Q.
How has your career led you to The Craftory?
A. ‘I’ve worked in brand management for many years across 36 categories, looking at pretty much everything in consumer goods – from laundry detergent to condoms. I’m now on the board of three multinational companies: AB InBev, the global leader in beer; Kraft Heinz, a very large food company; and Barry Callebaut, which sources and manufactures about a quarter of the world’s chocolate.’
Q.
What excites you about CPG?
A. ‘Consumers have relationships with CPG brands that go way beyond the functional need they have, like removing stains or getting rid of pain. You want to have respect for the brand and some sort of personal relationship with it that goes beyond the functional need. One benefit of the CPG industry is that it touches billions of lives every day. If you think about it, you’ve probably interacted with 10 or 15 consumer goods today alone. Food, drink, beauty, fragrance – you name it. So, if you change the standard even a little bit, and create a reason for the big guys to follow you, from an impact perspective, you literally have changed the world.’
Q.
You call The Craftory ‘cause capital’ – what does that mean?
A. ‘We screen first for cause, and we focus on five different causes: delivering good health, championing self-esteem, democratising access, a sustainable planet and, finally, progressing society. We’re looking for companies that want to play a role that is bigger than themselves by changing the standards of reference for their own category, so that the result will be a better world for consumers. That means doing things like demonstrating that you can do without single-use plastic. We were born to ensure that the companies that can do that have an operational partner that knows how to grow them big enough to change those standards, so that the rest of the industry then has to follow.’
Q.
What other criteria do you have?
A. ‘We look at brands that have about a $20m run rate [a financial projection of future performance] and above – we want to ensure that there is traction with consumers. We’re not seed capital. We don’t write small checks – we offer significant capital for growth. And we look for a team in place that can take the business forward. Next, we look at the potential scale of impact – so how big this can become.
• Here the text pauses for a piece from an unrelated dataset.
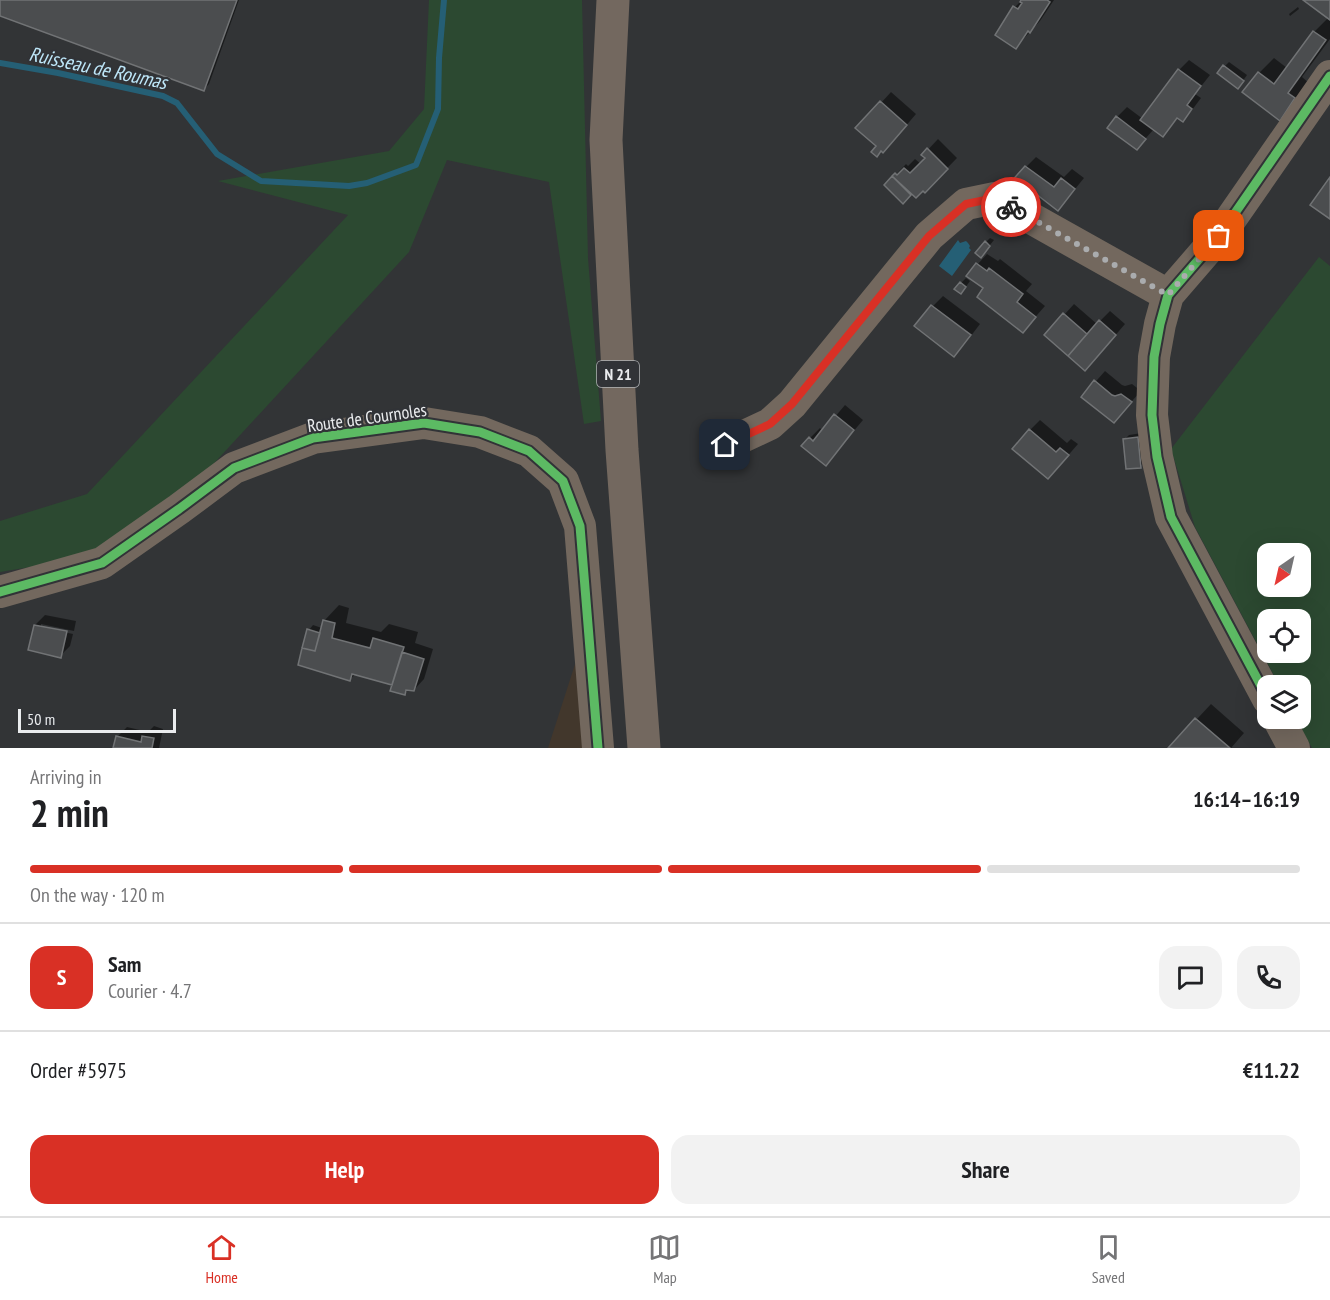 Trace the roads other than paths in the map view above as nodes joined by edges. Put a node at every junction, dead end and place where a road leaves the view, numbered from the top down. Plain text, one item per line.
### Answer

We never grow a brand outside of its purpose, but scale is important. Then, of course, we look at the opportunity for financial returns, measured by gross margin level.’
Q.
How do you find companies to invest in?
A. ‘We have a digital scouting tool that allows us to see which brands are growing. It was designed by incredibly smart and data-driven people. We have over 4,000 brands in our pipeline. The majority of them are much smaller than our target size, but we still monitor them and meet them. We look to establish relationships that can mature into an investment when the time is right. If you’re doing $2 to $5m [in sales], you might be a little too small still, but in the ballpark of $5 to $10m, we’d engage in a conversation.’
Q.
What goals do you have for the companies you invest in?
A. ‘We provide permanent capital because we don’t want to impose our time cycle onto the companies we invest in. Typical investment funds have seven to 10 years of life, which means that when it has to close, the fund will sell you whether you’re ready to be sold or not, or pivot you whether you’re ready to pivot or not. We would only sell a company when the founder wants to do it, not when the multinational wants to buy it. We focus on other liquidity events as well, like where a company grows to a point at which it produces dividends – we’re happy to keep a company for 100 years if it becomes a Red Bull.’
Q.
What are some well-known CPG brands that you admire?
A. ‘We love The Ordinary, which democratises access in the beauty category. We could have been part of the Beyond Meat or Impossible Foods journey because of the focus on non-animal protein, which fits our ‘sustainable planet’ focus. In the food category, KIND has a very strong ethos and good culture.’